* _Problem statement_: From the entries below, work out how many lines contain the string "shaded"; answer with the number alone.
(Data for review Opens)
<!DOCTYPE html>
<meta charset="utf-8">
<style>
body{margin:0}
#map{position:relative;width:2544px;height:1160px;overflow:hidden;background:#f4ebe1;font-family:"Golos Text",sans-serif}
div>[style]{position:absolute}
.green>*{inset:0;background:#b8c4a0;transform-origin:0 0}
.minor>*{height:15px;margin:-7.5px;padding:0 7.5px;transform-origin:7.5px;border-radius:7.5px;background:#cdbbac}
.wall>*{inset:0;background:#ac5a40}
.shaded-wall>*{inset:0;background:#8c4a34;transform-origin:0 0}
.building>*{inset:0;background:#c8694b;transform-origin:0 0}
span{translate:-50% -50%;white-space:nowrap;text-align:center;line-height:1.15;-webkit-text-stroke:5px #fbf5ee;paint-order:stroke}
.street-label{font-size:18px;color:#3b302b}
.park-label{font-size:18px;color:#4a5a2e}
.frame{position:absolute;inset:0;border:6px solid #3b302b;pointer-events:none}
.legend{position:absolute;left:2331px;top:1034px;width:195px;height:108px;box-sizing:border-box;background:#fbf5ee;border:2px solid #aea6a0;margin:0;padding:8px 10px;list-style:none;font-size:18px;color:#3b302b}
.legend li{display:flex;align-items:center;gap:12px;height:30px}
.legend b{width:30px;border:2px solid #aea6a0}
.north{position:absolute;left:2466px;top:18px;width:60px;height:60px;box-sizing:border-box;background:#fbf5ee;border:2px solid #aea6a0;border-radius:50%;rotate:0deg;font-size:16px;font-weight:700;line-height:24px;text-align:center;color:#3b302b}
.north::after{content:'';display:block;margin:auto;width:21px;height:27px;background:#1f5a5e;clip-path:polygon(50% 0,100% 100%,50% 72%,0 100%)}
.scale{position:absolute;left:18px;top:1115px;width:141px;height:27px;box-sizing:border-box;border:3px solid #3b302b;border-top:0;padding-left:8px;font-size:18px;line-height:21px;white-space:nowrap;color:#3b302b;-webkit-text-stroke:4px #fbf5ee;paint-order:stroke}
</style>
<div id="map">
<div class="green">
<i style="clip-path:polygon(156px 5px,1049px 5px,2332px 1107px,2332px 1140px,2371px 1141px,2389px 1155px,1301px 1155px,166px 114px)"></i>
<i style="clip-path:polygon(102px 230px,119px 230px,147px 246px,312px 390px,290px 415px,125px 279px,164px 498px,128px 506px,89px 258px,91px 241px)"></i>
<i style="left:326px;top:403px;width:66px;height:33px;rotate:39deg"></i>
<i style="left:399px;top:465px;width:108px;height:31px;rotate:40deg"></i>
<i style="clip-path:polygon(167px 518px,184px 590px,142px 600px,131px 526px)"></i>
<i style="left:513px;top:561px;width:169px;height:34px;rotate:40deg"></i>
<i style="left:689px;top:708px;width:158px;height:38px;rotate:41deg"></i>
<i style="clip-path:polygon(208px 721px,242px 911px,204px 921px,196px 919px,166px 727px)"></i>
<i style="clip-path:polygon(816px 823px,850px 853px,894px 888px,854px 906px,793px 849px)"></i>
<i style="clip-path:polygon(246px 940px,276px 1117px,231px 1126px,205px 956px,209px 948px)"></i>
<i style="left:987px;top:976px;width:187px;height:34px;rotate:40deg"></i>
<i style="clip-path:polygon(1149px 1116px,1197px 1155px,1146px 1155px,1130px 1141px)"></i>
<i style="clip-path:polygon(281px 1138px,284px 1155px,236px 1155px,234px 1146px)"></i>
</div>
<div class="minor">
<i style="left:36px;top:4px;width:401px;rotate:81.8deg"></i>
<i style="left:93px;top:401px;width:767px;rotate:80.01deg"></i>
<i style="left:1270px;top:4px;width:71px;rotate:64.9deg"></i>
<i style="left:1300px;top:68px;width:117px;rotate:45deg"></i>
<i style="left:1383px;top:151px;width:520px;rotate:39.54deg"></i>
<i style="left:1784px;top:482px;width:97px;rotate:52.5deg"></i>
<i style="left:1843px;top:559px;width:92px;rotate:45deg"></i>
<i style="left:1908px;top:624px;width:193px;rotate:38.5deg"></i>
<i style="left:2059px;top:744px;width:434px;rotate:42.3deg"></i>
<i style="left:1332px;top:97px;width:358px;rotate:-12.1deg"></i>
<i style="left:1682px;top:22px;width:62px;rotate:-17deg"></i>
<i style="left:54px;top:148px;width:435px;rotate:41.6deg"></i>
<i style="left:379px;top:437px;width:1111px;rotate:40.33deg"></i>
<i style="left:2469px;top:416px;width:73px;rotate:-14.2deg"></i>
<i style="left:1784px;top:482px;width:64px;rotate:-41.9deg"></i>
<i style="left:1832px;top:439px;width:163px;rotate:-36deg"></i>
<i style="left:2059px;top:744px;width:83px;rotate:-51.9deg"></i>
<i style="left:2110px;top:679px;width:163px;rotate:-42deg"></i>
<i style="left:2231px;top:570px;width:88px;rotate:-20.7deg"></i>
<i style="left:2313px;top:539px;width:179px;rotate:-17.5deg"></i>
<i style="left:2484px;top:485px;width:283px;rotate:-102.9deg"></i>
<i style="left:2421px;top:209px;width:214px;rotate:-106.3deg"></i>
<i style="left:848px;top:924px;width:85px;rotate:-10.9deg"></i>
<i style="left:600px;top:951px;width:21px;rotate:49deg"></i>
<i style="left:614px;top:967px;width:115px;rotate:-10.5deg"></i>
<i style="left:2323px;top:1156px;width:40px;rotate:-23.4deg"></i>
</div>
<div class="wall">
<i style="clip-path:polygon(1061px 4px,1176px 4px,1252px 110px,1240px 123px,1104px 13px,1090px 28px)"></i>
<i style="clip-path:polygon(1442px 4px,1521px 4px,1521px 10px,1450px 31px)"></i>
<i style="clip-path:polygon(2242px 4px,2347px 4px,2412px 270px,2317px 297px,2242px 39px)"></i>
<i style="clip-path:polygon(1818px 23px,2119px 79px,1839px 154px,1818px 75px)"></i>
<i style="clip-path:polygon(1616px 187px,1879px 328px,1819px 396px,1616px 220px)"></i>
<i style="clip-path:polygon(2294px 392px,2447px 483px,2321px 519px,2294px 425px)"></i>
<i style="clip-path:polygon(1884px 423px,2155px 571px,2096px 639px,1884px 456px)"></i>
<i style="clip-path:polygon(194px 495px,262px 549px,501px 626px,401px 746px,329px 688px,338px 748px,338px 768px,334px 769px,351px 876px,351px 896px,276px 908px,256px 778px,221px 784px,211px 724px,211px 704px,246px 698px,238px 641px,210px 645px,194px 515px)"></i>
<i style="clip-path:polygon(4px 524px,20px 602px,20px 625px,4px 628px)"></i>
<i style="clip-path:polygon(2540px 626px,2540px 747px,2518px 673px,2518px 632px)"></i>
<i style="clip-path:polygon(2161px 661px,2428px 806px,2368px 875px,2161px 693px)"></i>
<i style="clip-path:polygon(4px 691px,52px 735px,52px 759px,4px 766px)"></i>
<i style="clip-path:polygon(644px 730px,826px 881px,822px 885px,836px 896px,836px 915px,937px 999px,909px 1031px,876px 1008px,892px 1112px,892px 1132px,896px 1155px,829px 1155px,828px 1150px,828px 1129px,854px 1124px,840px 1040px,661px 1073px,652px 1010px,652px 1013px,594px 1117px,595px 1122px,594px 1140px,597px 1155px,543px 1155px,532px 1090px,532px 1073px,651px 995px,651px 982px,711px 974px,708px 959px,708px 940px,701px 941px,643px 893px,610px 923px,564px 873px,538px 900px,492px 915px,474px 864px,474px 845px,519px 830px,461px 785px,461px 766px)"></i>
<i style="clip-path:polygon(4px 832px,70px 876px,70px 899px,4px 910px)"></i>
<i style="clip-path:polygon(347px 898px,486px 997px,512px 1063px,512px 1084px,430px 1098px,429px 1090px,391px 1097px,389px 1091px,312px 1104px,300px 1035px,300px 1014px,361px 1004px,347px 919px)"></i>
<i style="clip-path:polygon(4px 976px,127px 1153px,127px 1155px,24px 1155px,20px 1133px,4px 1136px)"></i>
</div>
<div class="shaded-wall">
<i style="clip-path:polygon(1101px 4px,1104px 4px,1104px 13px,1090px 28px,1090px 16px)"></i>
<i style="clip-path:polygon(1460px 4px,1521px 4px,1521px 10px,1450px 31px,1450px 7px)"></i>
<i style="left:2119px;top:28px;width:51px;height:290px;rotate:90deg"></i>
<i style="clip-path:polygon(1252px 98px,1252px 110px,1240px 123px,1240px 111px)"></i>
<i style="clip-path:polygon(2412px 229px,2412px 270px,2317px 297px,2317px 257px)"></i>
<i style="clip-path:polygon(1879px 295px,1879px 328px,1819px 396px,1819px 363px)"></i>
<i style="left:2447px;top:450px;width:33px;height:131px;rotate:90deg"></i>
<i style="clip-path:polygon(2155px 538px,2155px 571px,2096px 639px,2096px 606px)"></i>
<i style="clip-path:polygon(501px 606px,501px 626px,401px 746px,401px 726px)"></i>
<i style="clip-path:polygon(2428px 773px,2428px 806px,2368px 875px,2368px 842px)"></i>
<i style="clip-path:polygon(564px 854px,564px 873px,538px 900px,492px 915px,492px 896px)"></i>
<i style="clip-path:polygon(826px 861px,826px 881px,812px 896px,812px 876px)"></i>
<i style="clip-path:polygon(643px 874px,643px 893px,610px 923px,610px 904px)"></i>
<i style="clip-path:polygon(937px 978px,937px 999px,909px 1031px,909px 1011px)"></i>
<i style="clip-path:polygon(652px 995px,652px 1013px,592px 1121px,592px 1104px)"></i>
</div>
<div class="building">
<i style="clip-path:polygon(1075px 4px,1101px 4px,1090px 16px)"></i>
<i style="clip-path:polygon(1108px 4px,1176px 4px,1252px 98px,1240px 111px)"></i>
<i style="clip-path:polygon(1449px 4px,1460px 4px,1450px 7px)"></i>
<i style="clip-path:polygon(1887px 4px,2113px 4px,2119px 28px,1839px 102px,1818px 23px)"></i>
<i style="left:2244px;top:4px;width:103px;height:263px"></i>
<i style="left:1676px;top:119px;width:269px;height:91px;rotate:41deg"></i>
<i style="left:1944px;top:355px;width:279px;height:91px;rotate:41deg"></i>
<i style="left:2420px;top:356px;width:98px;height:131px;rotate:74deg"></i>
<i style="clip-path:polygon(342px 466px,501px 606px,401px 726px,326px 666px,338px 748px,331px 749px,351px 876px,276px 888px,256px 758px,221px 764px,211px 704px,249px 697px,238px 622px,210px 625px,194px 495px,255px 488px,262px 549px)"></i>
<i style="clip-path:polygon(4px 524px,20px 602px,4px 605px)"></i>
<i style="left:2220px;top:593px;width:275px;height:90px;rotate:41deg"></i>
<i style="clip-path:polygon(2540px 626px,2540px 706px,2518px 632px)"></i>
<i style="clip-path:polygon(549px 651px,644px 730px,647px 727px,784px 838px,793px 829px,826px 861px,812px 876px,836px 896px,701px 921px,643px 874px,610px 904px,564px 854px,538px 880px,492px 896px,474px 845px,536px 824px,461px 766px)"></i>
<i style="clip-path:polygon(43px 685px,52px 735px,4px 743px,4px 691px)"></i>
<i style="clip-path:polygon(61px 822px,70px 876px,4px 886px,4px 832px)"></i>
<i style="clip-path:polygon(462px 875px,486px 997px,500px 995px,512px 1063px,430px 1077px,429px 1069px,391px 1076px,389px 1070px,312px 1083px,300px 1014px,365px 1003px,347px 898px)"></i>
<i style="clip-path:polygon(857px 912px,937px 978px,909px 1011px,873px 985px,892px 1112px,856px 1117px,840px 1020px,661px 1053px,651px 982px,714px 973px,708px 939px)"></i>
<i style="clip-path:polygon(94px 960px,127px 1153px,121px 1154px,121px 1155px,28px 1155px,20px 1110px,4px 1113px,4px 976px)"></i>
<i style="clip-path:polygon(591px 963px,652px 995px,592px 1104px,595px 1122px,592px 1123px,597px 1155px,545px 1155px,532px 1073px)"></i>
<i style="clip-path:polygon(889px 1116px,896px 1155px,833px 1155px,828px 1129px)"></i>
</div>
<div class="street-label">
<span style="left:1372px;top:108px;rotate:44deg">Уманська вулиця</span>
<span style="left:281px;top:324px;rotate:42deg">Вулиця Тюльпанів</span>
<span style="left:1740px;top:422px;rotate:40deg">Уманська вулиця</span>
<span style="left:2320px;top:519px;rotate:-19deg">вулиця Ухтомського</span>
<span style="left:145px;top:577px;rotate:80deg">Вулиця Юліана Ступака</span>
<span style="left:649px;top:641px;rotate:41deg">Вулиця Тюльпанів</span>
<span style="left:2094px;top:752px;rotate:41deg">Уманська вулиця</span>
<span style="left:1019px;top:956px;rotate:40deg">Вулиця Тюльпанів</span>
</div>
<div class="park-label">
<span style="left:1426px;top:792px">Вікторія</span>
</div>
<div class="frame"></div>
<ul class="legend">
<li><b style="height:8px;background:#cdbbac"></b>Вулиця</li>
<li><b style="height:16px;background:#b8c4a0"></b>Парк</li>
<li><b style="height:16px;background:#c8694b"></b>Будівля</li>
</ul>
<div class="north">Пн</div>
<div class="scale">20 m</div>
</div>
(Data for review Closes)
* _Exercise result_: 2